Cezaevinde vefat eden hasta mahpus Abdulkadir Kuday'ın cenazesine binlerce kişi katıldı
Artı Gerçek - Metris R Tipi Kapalı Cezaevi'nde tutulan ve sağlık sorunlarına rağmen tahliye edilmemesi sonucu dün vefat eden ağır hasta mahpus Abdulkadir Kuday, memleketi Kızıltepe'de binlerce kişinin katıldığı bir cenaze töreniyle toprağa verildi. Kuday’ın ağabeyi Salih Kuday, "Bugün tecridin sonuçlarından biri de kardeşimdir, yoldaşımızdır" dedi.
Kuday'ın cenazesi, İstanbul Adli Tıp Kurumu'ndan (ATK) alınarak hava yolu ile götürüldüğü Mardin Havalimanı’nda yüzlerce kişi tarafından karşılandı. Cenaze buradan “Şehîd na mirin (Şehitler ölmez)" sloganı eşliğinde konvoyla Kızıltepe ilçesine bağlı Cumhuriyet mahallesindeki aile evine getirildi. Burada ağıtlar eşliğinde karşılanan Kuday’dan ailesinin ve yakınlarının helallik almasından sonra yeniden cenaze, ilçeye bağlı Tell Şîrez kırsal mahallesine götürüldü.
KOBANÊ'DE IŞİD'LE SAVAŞIRKEN ÖLEN OĞLUNUN YANINA GÖMÜLDÜ
Kuday’ın cenazesi binlerce kişi tarafından omuzlanarak, “Şehîd na mirin” ve “Bijî berxwedana zindana” sloganları eşliğinde defnedileceği yere getirildi. Vasiyeti üzerine 2015 yılında IŞİD'e karşı Kobanê'de savaşırken ölen oğlu Seyid Rıza Kuday (Dijwar Baran) ve yeğeni Alişer Kuday'ın (Şiyar Mazlum) mezarlarının yanına kazılan yerde defnedilen Kuday için dualar okundu.

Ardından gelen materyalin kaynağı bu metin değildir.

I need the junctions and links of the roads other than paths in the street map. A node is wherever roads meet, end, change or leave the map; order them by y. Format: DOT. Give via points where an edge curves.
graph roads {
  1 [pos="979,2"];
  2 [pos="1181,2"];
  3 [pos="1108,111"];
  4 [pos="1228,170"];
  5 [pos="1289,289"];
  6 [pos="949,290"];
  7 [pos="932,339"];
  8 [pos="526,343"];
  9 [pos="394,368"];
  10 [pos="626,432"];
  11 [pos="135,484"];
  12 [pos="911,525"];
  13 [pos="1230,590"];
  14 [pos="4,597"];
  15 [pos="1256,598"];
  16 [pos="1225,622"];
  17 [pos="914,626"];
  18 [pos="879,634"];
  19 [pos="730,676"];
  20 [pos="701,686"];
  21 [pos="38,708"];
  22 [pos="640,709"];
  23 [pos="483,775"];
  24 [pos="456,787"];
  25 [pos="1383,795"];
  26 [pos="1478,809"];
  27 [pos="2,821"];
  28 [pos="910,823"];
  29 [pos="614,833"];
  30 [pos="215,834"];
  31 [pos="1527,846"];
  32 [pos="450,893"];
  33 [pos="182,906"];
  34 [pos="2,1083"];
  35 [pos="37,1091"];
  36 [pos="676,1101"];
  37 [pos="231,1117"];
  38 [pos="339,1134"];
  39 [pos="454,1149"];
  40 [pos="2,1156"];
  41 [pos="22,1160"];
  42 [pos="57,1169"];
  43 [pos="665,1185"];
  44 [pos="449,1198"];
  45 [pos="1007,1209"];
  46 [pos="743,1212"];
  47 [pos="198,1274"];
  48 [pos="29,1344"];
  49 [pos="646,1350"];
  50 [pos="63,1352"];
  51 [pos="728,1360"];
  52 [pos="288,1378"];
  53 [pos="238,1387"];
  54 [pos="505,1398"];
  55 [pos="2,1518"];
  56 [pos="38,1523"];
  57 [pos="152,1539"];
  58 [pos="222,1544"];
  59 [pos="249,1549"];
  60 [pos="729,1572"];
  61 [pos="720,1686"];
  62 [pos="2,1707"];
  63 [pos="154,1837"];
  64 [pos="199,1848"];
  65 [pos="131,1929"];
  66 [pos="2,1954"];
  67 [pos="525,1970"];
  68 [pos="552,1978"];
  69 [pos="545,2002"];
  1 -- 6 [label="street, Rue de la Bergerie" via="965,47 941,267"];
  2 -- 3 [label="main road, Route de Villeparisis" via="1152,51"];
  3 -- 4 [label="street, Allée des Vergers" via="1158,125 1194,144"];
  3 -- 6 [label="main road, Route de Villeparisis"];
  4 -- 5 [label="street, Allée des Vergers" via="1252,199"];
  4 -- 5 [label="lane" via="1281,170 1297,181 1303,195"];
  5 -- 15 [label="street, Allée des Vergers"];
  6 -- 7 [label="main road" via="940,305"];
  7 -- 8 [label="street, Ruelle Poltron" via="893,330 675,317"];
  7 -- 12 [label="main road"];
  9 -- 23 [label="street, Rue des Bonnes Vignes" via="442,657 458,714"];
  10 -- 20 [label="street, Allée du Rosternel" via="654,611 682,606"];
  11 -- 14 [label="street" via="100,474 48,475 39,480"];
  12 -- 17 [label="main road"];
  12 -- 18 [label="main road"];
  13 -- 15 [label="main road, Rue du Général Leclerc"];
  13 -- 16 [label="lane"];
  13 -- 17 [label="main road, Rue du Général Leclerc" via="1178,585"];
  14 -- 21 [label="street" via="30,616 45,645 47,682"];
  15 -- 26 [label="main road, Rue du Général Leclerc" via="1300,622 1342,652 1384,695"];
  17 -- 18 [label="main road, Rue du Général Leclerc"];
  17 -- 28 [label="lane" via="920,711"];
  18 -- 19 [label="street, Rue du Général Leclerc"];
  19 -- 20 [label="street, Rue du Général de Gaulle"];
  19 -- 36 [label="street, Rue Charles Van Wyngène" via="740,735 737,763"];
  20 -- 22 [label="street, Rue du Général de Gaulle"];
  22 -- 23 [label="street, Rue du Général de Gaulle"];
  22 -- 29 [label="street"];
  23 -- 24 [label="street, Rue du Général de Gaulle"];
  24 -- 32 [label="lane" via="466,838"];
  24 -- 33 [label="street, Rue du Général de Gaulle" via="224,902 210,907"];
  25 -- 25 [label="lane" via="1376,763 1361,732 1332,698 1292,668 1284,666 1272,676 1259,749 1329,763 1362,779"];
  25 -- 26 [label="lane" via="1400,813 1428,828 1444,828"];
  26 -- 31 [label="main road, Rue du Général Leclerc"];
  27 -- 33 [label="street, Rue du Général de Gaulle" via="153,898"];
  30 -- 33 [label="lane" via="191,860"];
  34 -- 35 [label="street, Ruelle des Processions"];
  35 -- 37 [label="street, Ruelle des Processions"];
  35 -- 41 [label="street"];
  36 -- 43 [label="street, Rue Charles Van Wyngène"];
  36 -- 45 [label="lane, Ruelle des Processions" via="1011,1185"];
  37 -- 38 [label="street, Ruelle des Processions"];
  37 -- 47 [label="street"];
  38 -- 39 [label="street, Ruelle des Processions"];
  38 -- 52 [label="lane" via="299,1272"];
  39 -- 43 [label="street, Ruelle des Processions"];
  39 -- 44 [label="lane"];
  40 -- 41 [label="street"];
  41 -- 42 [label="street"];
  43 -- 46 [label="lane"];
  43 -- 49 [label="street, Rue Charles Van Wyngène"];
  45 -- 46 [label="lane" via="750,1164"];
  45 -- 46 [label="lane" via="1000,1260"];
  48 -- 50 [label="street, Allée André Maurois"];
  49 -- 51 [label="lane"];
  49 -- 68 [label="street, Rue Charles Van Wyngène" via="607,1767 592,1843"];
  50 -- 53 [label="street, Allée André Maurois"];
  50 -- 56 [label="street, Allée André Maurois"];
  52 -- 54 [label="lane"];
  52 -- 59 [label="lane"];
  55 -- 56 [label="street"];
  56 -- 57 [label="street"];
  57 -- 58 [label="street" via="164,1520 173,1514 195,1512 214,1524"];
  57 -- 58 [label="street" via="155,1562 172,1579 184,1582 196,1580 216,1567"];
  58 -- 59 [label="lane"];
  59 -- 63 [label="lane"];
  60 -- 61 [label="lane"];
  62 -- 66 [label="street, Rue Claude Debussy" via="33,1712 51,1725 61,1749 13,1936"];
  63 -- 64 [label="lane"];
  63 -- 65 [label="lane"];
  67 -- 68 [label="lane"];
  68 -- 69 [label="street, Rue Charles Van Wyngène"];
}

'CEZAEVLERİNDEN ARTIK CENAZELERİN ÇIKMASINI İSTEMİYORUZ'
Cenazede, Medeniyetler Beşiğinde Yakınlarını Kaybeden Ailelerle Yardımlaşma ve Dayanışma Derneği (MEBYA-DER) adına Gurbet Tekin söz aldı. Aileye ve Kürt halkına başsağlığı dileyerek sözlerine başlayan Tekin, “Cezaevlerinde çocuklarımız ve yoldaşlarımız üzerinde öldürmeye kadar yürütülen bu politikaları lanetliyoruz. Bunu kınıyoruz. Cezaevlerinden artık cenazelerin çıkmasını istemiyoruz. Şehit Abdulkadir Kuday şahsında Kûrdîstan Özgürlük Mücadelesinde şehit düşenleri anıyor, önlerinde saygı ile eğiliyoruz” dedi.
DEM PARTİ MİLLETVEKİLİ TANHAN: KÜRT DÜŞMANLIĞI SONUCU KATLETTİLER
Saygı duruşu yapılmasının ardından söz alan DEM Parti Mardin milletvekili Kamuran Tanhan, "Kürtler üzerinde 100 yıldır sürdürülen zulmün sonucunun Abdulkadir Kuday’ın katledilmesi olduğunu" söyledi. Tanhan, Kuday’ın 2014'te tutuklanmasının ardından cezaevinde maruz kaldığı hukuksuzlukları anlattı; cezaevine konulmasının ve sürgün edilmesinin yeterli görülmediğini ve kendisine Kürt düşmanlığı ile yaklaşılmaya devam edildiğini belirtti:
'ZAMANINDA HASTANEYE GÖTÜRMEDİLER'
"Türkiye metropollerindeki cezaevlerine götürerek, ailesinden uzaklaştırdılar. Cezaevinde rahatsızlığına rağmen tedavi etmediler, zamanında hastaneye götürmediler. Hastaneye götürdüler bu defa da yanlış teşhis koydular. Biz biliyoruz aslında bu yanlış teşhis koyma değildi. Bu Kürt düşmanlığıydı. Çünkü o bir Kürt’tü. Resmi bir şekilde arkadaşımızı katletmek istediler, bu nedenle zulümlerine devam ettiler. Bu da yetmedi, 40 kiloya düşmesinin ardından hastaneye götürdüler ve eziyet ettiler, işkence ettiler.”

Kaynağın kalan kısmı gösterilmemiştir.